====== THE RECORDS

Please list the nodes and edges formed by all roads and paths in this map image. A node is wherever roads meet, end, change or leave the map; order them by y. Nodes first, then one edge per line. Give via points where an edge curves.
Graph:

============
====== THE RECORDS

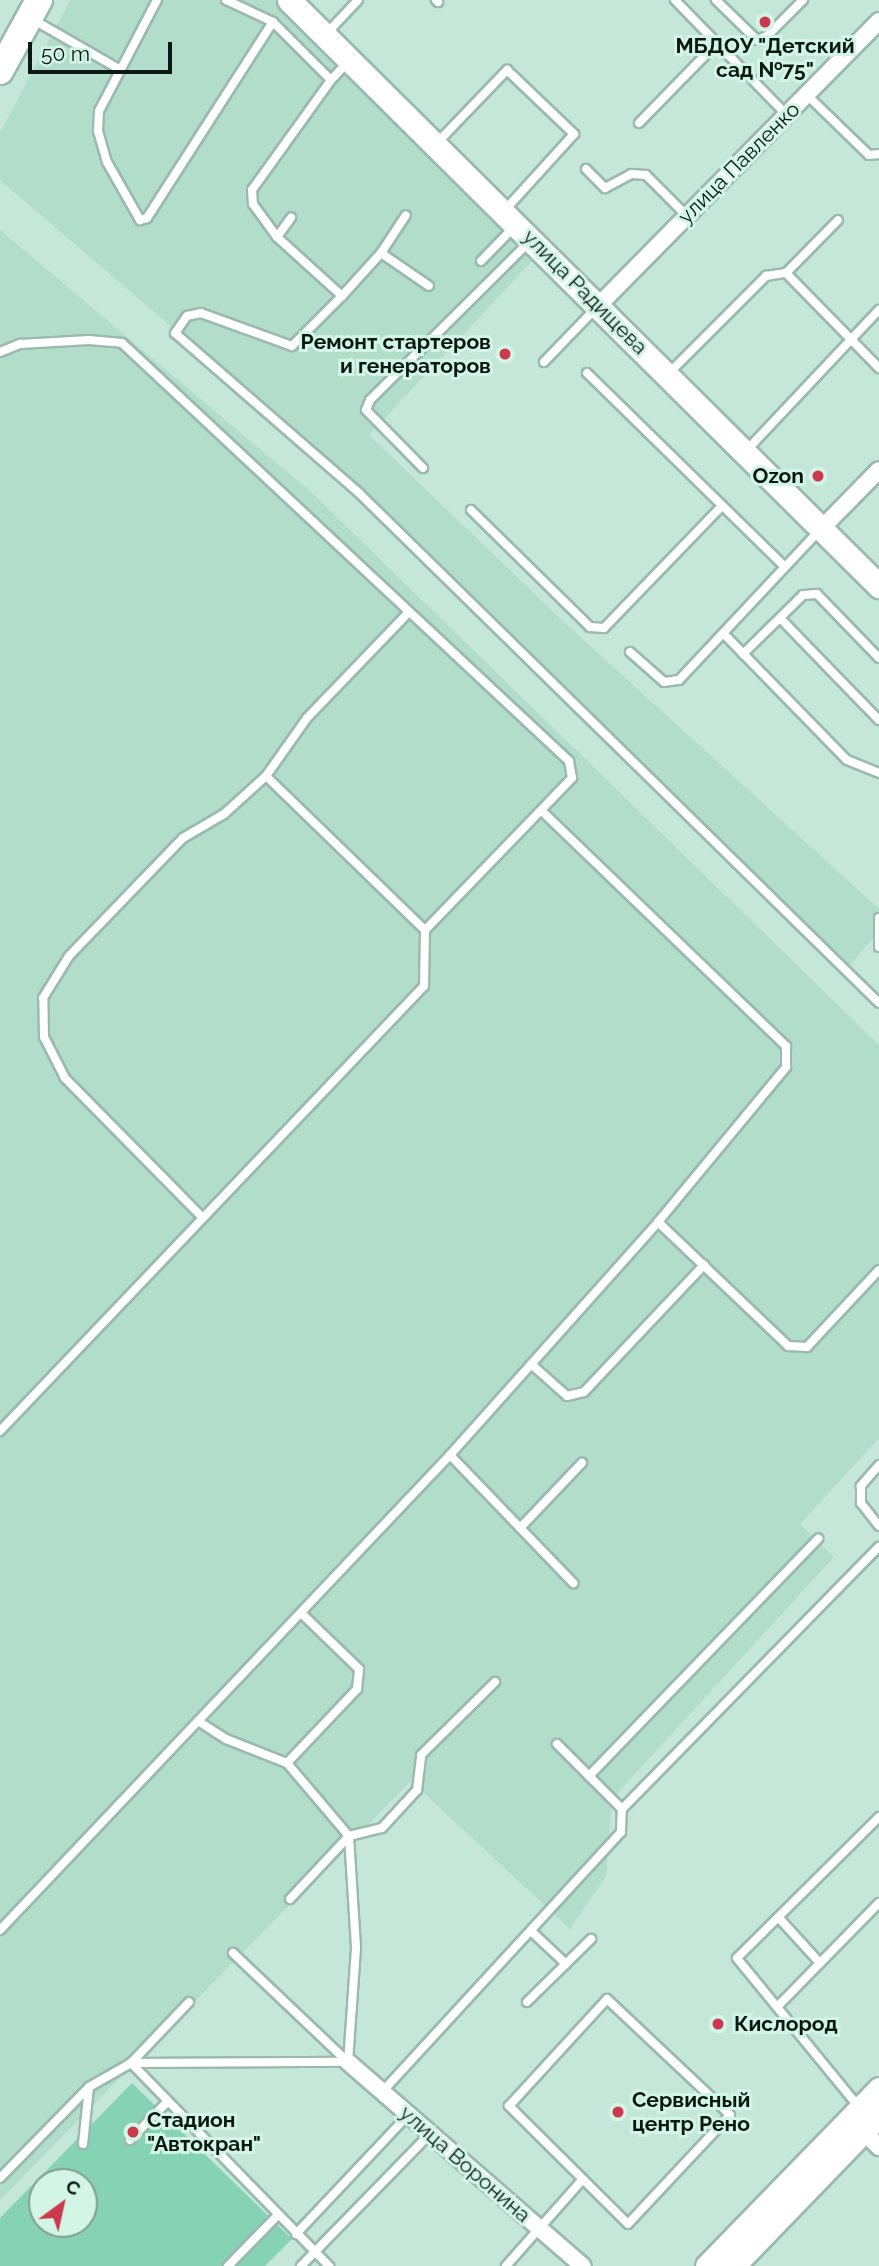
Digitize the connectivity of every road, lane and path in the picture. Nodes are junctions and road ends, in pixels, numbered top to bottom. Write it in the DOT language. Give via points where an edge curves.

============

EXERCISE BRIEF
Return only the number of lines in the data above that hold the word "Nodes".

EXERCISE OUTPUT
2